Task brief>
Return the data below in full and exactly, except that the pictures are dropped.

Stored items
Segment Open

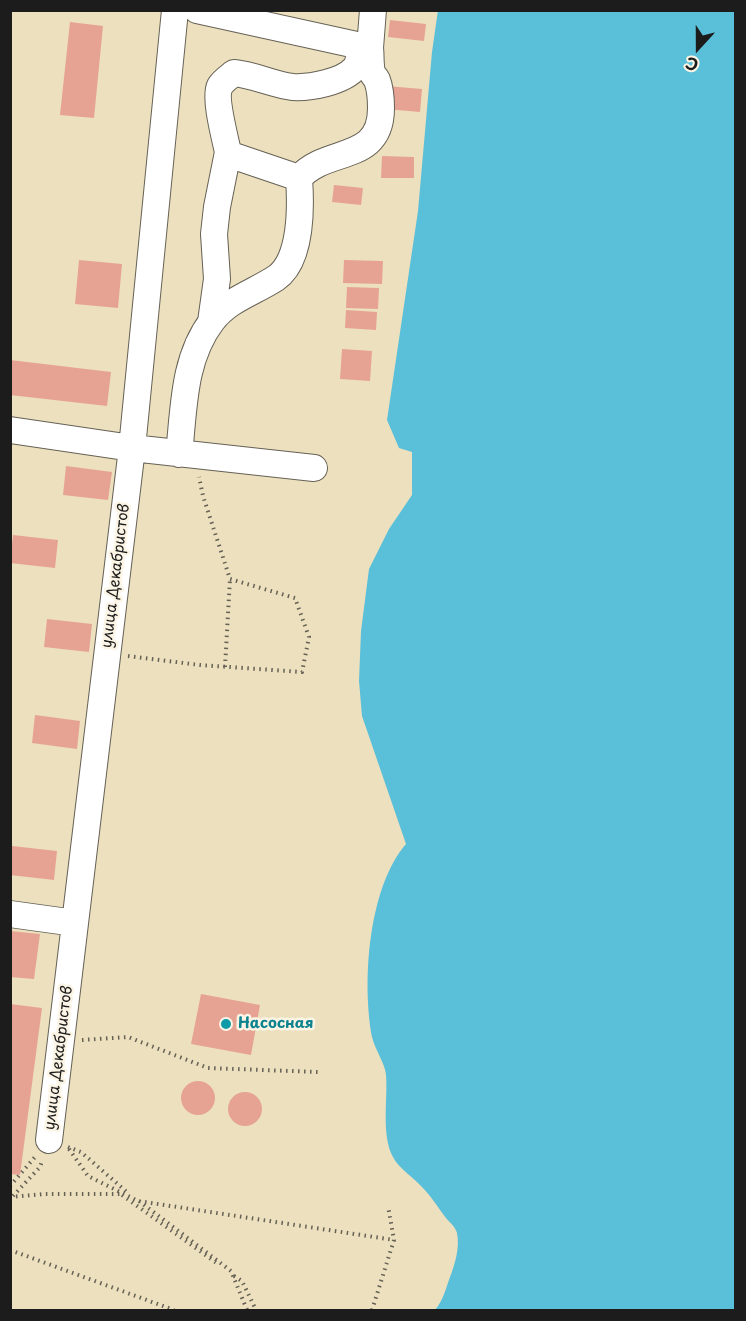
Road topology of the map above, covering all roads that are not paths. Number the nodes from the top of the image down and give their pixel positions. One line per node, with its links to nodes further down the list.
1 (175, 10): 9 (street, улица Декабристов)
2 (197, 10): 4 (street)
3 (373, 10): 4 (street)
4 (365, 47): 5 (street); 6 (street)
5 (228, 152): 6 (street); 7 (street)
6 (299, 178): 7 (street)
7 (211, 322): 10 (street)
8 (10, 430): 9 (street)
9 (132, 448): 10 (street); 13 (street, улица Декабристов)
10 (187, 455): 11 (street)
11 (315, 468)
12 (10, 914): 13 (street)
13 (75, 923): 14 (street, улица Декабристов)
14 (50, 1132)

Segment Closed

Finished task>
Road topology of the map above, covering all roads that are not paths. Number the nodes from the top of the image down and give their pixel positions. One line per node, with its links to nodes further down the list.
1 (175, 10): 9 (street, улица Декабристов)
2 (197, 10): 4 (street)
3 (373, 10): 4 (street)
4 (365, 47): 5 (street); 6 (street)
5 (228, 152): 6 (street); 7 (street)
6 (299, 178): 7 (street)
7 (211, 322): 10 (street)
8 (10, 430): 9 (street)
9 (132, 448): 10 (street); 13 (street, улица Декабристов)
10 (187, 455): 11 (street)
11 (315, 468)
12 (10, 914): 13 (street)
13 (75, 923): 14 (street, улица Декабристов)
14 (50, 1132)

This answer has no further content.